Mentre in Italia e in Germania continuano le indagini sulla fuga di Anis Amri, l'attentatore che lo scorso 19 dicembre a Berlino ha travolto la folla del mercatino di Natale di Breitscheidplatz guidando un Tir, la polizia tedesca a Berlino ha arrestato un uomo perché sospettato di essere il complice dell'attentatore.

Il presunto complice di Anis Amri, sarebbe un 26enne tunisino salafita considerato capace di compiere azioni radicali.

Il salafismo è una scuola di pensiero musulmana che predica il ritorno alla purezza dell'Islam delle origini e professa il ricorso alla guerra santa contro l'Occidente.

I media tedeschi riferiscono che il presunto complice avrebbe cenato con Amri la sera prima dell'attentato, che si è concluso con la morte di 12 persone e il ferimento di altre 48. Per questo si sospetta che il giovane fermato abbia partecipato in qualche modo nell’organizzazione dell’attentato o almeno fosse a conoscenza delle intenzioni di Amri. Il nome del tunisino è stato trovato tra i contatti telefonici che Amri aveva avuto nei momenti immediatamente precedenti all’attentato. I due uomini avrebbero inoltre viaggiato insieme dall'Italia alla Germania nel 2015.

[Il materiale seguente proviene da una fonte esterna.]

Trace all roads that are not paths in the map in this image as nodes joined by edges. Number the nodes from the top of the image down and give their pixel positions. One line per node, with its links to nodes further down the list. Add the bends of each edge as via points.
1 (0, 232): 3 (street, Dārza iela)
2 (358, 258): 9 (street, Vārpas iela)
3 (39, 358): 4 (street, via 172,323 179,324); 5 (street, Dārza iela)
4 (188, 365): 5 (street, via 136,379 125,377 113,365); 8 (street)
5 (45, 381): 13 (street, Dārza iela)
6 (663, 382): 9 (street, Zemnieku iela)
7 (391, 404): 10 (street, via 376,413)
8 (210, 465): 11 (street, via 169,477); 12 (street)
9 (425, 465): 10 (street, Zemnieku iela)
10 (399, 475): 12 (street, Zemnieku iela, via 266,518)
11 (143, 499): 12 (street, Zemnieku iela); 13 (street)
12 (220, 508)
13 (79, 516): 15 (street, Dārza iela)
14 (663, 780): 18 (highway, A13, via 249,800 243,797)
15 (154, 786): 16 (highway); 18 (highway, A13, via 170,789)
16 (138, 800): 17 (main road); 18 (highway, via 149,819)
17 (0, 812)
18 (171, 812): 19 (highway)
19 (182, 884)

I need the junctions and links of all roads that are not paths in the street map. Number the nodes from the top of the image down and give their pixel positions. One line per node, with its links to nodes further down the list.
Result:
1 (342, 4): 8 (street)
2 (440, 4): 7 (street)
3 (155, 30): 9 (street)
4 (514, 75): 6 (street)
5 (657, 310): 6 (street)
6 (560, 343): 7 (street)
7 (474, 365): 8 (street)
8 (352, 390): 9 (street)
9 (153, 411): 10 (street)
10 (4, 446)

Il giovane, che ha due alias, è stato per il momento arrestato con l'accusa di frode in relazione alla legge tedesca sui richiedenti asilo.

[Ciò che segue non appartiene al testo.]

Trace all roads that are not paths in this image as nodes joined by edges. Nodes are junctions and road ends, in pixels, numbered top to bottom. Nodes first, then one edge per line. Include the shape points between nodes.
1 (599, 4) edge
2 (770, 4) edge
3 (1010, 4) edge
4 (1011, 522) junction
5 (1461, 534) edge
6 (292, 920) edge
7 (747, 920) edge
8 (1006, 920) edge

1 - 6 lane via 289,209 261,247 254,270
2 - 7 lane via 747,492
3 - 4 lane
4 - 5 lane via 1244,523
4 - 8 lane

Amri era noto all'Antiterrorismo tedesco

Di certo c’è che il nome di Amri era noto all’Antiterrorismo tedesco, lo scrive Rfi sul suo sito web. Già da febbraio 2016, cinque mesi prima che il tunisino fosse fermato senza documenti in Germania, per poi essere rilasciato, Amri era considerato una potenziale minaccia ed era stato messo sotto sorveglianza.

Nei mesi scorsi aveva cercato di procurarsi delle armi, fucili mitragliatori di grosso calibro, attraverso contatti che aveva in Francia. Gli investigatori hanno accertato che la pistola usata a Sesto San Giovanni contro i due agenti della Polizia di Stato italiana è la stessa che ha ucciso l'autista del Tir usato per l'attacco in Germania.

A distanza di quasi due settimane dalla morte di Anis Amri, nessuno ha finora reclamato la salma, che è ancora a disposizione della Procura di Monza.